Required action: Would you give the entries below again, precisely as they are written?
━━━ Task inputs ━━━
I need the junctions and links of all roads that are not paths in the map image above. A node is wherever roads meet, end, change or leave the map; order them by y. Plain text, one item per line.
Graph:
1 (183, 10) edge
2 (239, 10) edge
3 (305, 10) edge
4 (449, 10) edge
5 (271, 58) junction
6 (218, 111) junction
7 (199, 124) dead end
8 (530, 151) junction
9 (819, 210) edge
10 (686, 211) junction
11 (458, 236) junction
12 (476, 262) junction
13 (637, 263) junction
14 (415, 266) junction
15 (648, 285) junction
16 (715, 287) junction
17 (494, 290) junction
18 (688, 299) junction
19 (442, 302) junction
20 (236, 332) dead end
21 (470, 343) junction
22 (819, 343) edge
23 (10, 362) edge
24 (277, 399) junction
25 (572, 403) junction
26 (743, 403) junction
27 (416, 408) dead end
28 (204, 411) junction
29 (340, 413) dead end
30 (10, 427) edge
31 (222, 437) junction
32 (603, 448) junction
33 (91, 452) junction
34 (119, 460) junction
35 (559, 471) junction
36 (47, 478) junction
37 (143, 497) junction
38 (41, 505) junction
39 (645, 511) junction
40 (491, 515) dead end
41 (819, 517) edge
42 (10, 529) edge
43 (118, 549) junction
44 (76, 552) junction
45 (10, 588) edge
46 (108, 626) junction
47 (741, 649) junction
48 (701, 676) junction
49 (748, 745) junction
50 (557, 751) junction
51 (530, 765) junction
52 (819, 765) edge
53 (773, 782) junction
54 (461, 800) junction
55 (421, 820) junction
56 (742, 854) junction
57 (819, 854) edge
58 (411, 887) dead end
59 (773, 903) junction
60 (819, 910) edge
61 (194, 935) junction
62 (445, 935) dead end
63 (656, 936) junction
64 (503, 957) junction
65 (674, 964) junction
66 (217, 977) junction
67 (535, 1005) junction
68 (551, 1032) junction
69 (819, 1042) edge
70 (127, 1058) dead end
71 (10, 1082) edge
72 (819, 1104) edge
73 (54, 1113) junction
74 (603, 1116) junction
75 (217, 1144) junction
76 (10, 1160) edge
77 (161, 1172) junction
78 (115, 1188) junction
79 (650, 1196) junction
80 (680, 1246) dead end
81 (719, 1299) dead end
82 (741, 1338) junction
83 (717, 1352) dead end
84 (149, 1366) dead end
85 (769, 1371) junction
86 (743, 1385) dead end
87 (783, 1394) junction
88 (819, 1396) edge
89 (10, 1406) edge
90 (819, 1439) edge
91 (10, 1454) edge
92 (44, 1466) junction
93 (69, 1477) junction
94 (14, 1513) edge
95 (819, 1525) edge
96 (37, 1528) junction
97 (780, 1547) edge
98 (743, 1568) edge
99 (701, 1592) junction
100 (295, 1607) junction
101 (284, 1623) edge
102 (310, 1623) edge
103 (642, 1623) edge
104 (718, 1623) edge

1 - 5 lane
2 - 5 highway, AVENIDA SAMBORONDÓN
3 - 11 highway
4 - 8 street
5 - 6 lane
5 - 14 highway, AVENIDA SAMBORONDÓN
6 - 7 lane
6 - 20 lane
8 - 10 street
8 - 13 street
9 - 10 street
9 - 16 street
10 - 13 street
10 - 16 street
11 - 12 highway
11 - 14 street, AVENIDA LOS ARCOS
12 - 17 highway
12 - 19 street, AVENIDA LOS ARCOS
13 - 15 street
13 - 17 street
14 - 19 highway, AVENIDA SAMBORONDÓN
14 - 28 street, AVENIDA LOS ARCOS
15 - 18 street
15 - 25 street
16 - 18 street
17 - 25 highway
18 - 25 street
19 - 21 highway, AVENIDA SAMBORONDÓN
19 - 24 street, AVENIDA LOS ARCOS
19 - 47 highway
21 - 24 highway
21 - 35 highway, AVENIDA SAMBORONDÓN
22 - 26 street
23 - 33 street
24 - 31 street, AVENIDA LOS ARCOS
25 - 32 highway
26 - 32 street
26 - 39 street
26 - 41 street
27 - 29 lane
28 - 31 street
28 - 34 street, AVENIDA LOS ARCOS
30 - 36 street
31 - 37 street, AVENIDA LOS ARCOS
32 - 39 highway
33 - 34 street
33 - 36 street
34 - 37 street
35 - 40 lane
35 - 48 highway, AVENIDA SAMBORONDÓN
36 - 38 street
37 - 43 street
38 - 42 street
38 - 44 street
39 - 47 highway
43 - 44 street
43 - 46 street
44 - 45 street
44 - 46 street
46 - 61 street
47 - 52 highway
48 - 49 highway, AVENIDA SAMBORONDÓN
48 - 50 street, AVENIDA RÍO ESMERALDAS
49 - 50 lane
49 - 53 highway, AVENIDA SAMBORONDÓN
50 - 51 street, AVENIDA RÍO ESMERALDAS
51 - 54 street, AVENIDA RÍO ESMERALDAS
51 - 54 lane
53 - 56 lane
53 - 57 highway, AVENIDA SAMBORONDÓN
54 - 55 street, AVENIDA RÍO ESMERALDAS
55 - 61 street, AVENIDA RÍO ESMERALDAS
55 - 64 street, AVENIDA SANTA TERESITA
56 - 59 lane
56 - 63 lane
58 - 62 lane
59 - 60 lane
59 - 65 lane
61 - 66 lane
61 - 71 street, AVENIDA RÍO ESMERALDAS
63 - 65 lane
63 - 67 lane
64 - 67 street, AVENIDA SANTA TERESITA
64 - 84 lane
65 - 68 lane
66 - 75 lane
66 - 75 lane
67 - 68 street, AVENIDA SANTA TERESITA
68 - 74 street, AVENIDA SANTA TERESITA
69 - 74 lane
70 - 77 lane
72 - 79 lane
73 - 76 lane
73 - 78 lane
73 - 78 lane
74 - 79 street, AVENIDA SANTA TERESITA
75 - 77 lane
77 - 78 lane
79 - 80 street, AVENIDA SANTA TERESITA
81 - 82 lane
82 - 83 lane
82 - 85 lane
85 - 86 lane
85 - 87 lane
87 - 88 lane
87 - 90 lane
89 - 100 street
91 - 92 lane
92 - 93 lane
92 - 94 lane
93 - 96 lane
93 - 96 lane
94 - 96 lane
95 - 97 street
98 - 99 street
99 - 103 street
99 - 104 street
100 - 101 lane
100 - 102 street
━━━
Completed task:
I need the junctions and links of all roads that are not paths in the map image above. A node is wherever roads meet, end, change or leave the map; order them by y. Plain text, one item per line.
Graph:
1 (183, 10) edge
2 (239, 10) edge
3 (305, 10) edge
4 (449, 10) edge
5 (271, 58) junction
6 (218, 111) junction
7 (199, 124) dead end
8 (530, 151) junction
9 (819, 210) edge
10 (686, 211) junction
11 (458, 236) junction
12 (476, 262) junction
13 (637, 263) junction
14 (415, 266) junction
15 (648, 285) junction
16 (715, 287) junction
17 (494, 290) junction
18 (688, 299) junction
19 (442, 302) junction
20 (236, 332) dead end
21 (470, 343) junction
22 (819, 343) edge
23 (10, 362) edge
24 (277, 399) junction
25 (572, 403) junction
26 (743, 403) junction
27 (416, 408) dead end
28 (204, 411) junction
29 (340, 413) dead end
30 (10, 427) edge
31 (222, 437) junction
32 (603, 448) junction
33 (91, 452) junction
34 (119, 460) junction
35 (559, 471) junction
36 (47, 478) junction
37 (143, 497) junction
38 (41, 505) junction
39 (645, 511) junction
40 (491, 515) dead end
41 (819, 517) edge
42 (10, 529) edge
43 (118, 549) junction
44 (76, 552) junction
45 (10, 588) edge
46 (108, 626) junction
47 (741, 649) junction
48 (701, 676) junction
49 (748, 745) junction
50 (557, 751) junction
51 (530, 765) junction
52 (819, 765) edge
53 (773, 782) junction
54 (461, 800) junction
55 (421, 820) junction
56 (742, 854) junction
57 (819, 854) edge
58 (411, 887) dead end
59 (773, 903) junction
60 (819, 910) edge
61 (194, 935) junction
62 (445, 935) dead end
63 (656, 936) junction
64 (503, 957) junction
65 (674, 964) junction
66 (217, 977) junction
67 (535, 1005) junction
68 (551, 1032) junction
69 (819, 1042) edge
70 (127, 1058) dead end
71 (10, 1082) edge
72 (819, 1104) edge
73 (54, 1113) junction
74 (603, 1116) junction
75 (217, 1144) junction
76 (10, 1160) edge
77 (161, 1172) junction
78 (115, 1188) junction
79 (650, 1196) junction
80 (680, 1246) dead end
81 (719, 1299) dead end
82 (741, 1338) junction
83 (717, 1352) dead end
84 (149, 1366) dead end
85 (769, 1371) junction
86 (743, 1385) dead end
87 (783, 1394) junction
88 (819, 1396) edge
89 (10, 1406) edge
90 (819, 1439) edge
91 (10, 1454) edge
92 (44, 1466) junction
93 (69, 1477) junction
94 (14, 1513) edge
95 (819, 1525) edge
96 (37, 1528) junction
97 (780, 1547) edge
98 (743, 1568) edge
99 (701, 1592) junction
100 (295, 1607) junction
101 (284, 1623) edge
102 (310, 1623) edge
103 (642, 1623) edge
104 (718, 1623) edge

1 - 5 lane
2 - 5 highway, AVENIDA SAMBORONDÓN
3 - 11 highway
4 - 8 street
5 - 6 lane
5 - 14 highway, AVENIDA SAMBORONDÓN
6 - 7 lane
6 - 20 lane
8 - 10 street
8 - 13 street
9 - 10 street
9 - 16 street
10 - 13 street
10 - 16 street
11 - 12 highway
11 - 14 street, AVENIDA LOS ARCOS
12 - 17 highway
12 - 19 street, AVENIDA LOS ARCOS
13 - 15 street
13 - 17 street
14 - 19 highway, AVENIDA SAMBORONDÓN
14 - 28 street, AVENIDA LOS ARCOS
15 - 18 street
15 - 25 street
16 - 18 street
17 - 25 highway
18 - 25 street
19 - 21 highway, AVENIDA SAMBORONDÓN
19 - 24 street, AVENIDA LOS ARCOS
19 - 47 highway
21 - 24 highway
21 - 35 highway, AVENIDA SAMBORONDÓN
22 - 26 street
23 - 33 street
24 - 31 street, AVENIDA LOS ARCOS
25 - 32 highway
26 - 32 street
26 - 39 street
26 - 41 street
27 - 29 lane
28 - 31 street
28 - 34 street, AVENIDA LOS ARCOS
30 - 36 street
31 - 37 street, AVENIDA LOS ARCOS
32 - 39 highway
33 - 34 street
33 - 36 street
34 - 37 street
35 - 40 lane
35 - 48 highway, AVENIDA SAMBORONDÓN
36 - 38 street
37 - 43 street
38 - 42 street
38 - 44 street
39 - 47 highway
43 - 44 street
43 - 46 street
44 - 45 street
44 - 46 street
46 - 61 street
47 - 52 highway
48 - 49 highway, AVENIDA SAMBORONDÓN
48 - 50 street, AVENIDA RÍO ESMERALDAS
49 - 50 lane
49 - 53 highway, AVENIDA SAMBORONDÓN
50 - 51 street, AVENIDA RÍO ESMERALDAS
51 - 54 street, AVENIDA RÍO ESMERALDAS
51 - 54 lane
53 - 56 lane
53 - 57 highway, AVENIDA SAMBORONDÓN
54 - 55 street, AVENIDA RÍO ESMERALDAS
55 - 61 street, AVENIDA RÍO ESMERALDAS
55 - 64 street, AVENIDA SANTA TERESITA
56 - 59 lane
56 - 63 lane
58 - 62 lane
59 - 60 lane
59 - 65 lane
61 - 66 lane
61 - 71 street, AVENIDA RÍO ESMERALDAS
63 - 65 lane
63 - 67 lane
64 - 67 street, AVENIDA SANTA TERESITA
64 - 84 lane
65 - 68 lane
66 - 75 lane
66 - 75 lane
67 - 68 street, AVENIDA SANTA TERESITA
68 - 74 street, AVENIDA SANTA TERESITA
69 - 74 lane
70 - 77 lane
72 - 79 lane
73 - 76 lane
73 - 78 lane
73 - 78 lane
74 - 79 street, AVENIDA SANTA TERESITA
75 - 77 lane
77 - 78 lane
79 - 80 street, AVENIDA SANTA TERESITA
81 - 82 lane
82 - 83 lane
82 - 85 lane
85 - 86 lane
85 - 87 lane
87 - 88 lane
87 - 90 lane
89 - 100 street
91 - 92 lane
92 - 93 lane
92 - 94 lane
93 - 96 lane
93 - 96 lane
94 - 96 lane
95 - 97 street
98 - 99 street
99 - 103 street
99 - 104 street
100 - 101 lane
100 - 102 street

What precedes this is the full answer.